The problem is simple: Tough economic conditions continue to keep buyers away from showrooms. Ford in particular is seeing steeper sales declines than some of its rivals in part because of its reluctance to slash prices; a business decision that makes good long-term sense but hurts right now.
Worse, Ford’s European sales misery isn’t likely to lift any time soon, as signs suggest that the market could be getting even worse.
A tough market may be getting even tougher
The Association of European Carmakers said that auto sales in Europe fell 8.5% in January, with total sales making it the slowest January for European auto sales since 1990. Auto sales in Europe hit a 17-year low in 2012, and are expected to fall again in 2013.
The problem of the moment: Germany. The German economy has been relatively healthy compared to most of its European peers, but signs – at least for new-car sales – are turning grim. While sales held relatively steady through much of the last year, they have turned downward in 2013, falling 8.6% in January.
That could well accelerate the European car market’s decline in 2013. But despite the woes in Germany – where Ford has almost 6% of the market — all is not awful for Blue Oval.

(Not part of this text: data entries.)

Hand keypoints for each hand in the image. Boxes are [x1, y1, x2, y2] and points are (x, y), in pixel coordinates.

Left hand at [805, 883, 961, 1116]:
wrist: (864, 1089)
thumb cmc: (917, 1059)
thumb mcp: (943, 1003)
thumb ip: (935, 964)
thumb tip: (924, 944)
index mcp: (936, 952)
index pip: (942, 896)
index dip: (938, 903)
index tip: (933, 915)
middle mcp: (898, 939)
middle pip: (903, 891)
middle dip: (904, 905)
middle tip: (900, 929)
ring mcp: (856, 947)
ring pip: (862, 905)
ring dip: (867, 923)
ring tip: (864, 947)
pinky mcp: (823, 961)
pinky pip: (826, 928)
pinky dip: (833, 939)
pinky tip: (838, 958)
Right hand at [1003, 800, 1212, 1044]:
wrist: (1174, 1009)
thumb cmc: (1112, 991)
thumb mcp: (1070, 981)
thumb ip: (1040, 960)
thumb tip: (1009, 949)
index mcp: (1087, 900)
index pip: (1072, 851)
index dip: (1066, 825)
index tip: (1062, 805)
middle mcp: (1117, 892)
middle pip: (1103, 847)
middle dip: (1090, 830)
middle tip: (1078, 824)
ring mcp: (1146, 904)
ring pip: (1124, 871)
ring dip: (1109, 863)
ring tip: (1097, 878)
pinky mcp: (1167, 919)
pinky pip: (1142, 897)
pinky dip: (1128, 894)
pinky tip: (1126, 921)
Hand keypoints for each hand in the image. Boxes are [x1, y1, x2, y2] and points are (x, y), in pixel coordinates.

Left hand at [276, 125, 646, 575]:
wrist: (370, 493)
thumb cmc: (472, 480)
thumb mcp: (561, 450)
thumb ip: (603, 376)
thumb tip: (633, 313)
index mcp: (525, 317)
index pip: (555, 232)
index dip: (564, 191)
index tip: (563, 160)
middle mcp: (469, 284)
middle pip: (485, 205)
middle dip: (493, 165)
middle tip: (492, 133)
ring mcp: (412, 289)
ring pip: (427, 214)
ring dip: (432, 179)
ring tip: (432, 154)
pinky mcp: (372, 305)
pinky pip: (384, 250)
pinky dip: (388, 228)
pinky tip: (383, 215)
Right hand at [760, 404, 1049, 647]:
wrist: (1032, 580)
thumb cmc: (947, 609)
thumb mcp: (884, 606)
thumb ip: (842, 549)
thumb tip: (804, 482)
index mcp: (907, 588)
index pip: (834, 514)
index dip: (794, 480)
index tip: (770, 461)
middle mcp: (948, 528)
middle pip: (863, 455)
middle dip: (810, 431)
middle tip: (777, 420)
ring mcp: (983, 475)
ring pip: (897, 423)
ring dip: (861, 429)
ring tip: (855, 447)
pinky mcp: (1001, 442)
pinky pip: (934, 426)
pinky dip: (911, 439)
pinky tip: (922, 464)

Some successes for Ford amid the wreckage
Despite the scary-looking double-digit sales declines it has posted in recent months, Ford has held on to its market position. It’s still the No. 2 automaker in Europe after Volkswagen , and it’s still the market leader in both cars and total vehicles in the United Kingdom.
Ford even had a small victory to celebrate in Europe in January. Its share of the commercial vehicle market rose to 8.7%, up 1.6 percentage points from last year, on strong sales of the new Transit Custom commercial van.
Ford is also seeing strong results from its new B-Max, a Europe-only mini-minivan that shares a platform with the subcompact Fiesta sedan, and for the just-refreshed Fiesta and new Kuga SUV. (In all but name, the Kuga is identical to the new-generation Ford Escape SUV introduced here last year.)
But none of this makes up for the essential facts: Ford lost $1.75 billion in Europe last year, and its struggles are continuing – though as Ford’s PR crew pointed out on Tuesday, help is already on the way.
Ford’s plan for Europe is starting to unfold
Ford’s plan to restore its European operation to profitability has three parts, all inspired by Ford’s recent success in turning around its (now wildly profitable, at least by car-biz standards) North American operation:
1). Cost reductions, including the planned closure of three Ford factories in Europe (and with more cuts possible, should they be needed);
2). A marketing overhaul that will bring Ford’s European marketing approach in line with what has worked elsewhere in the world; and
3). A slew of new models, many in product categories that Ford has not previously contested in Europe, in hopes of capturing more overall sales and market share even in a contracting market.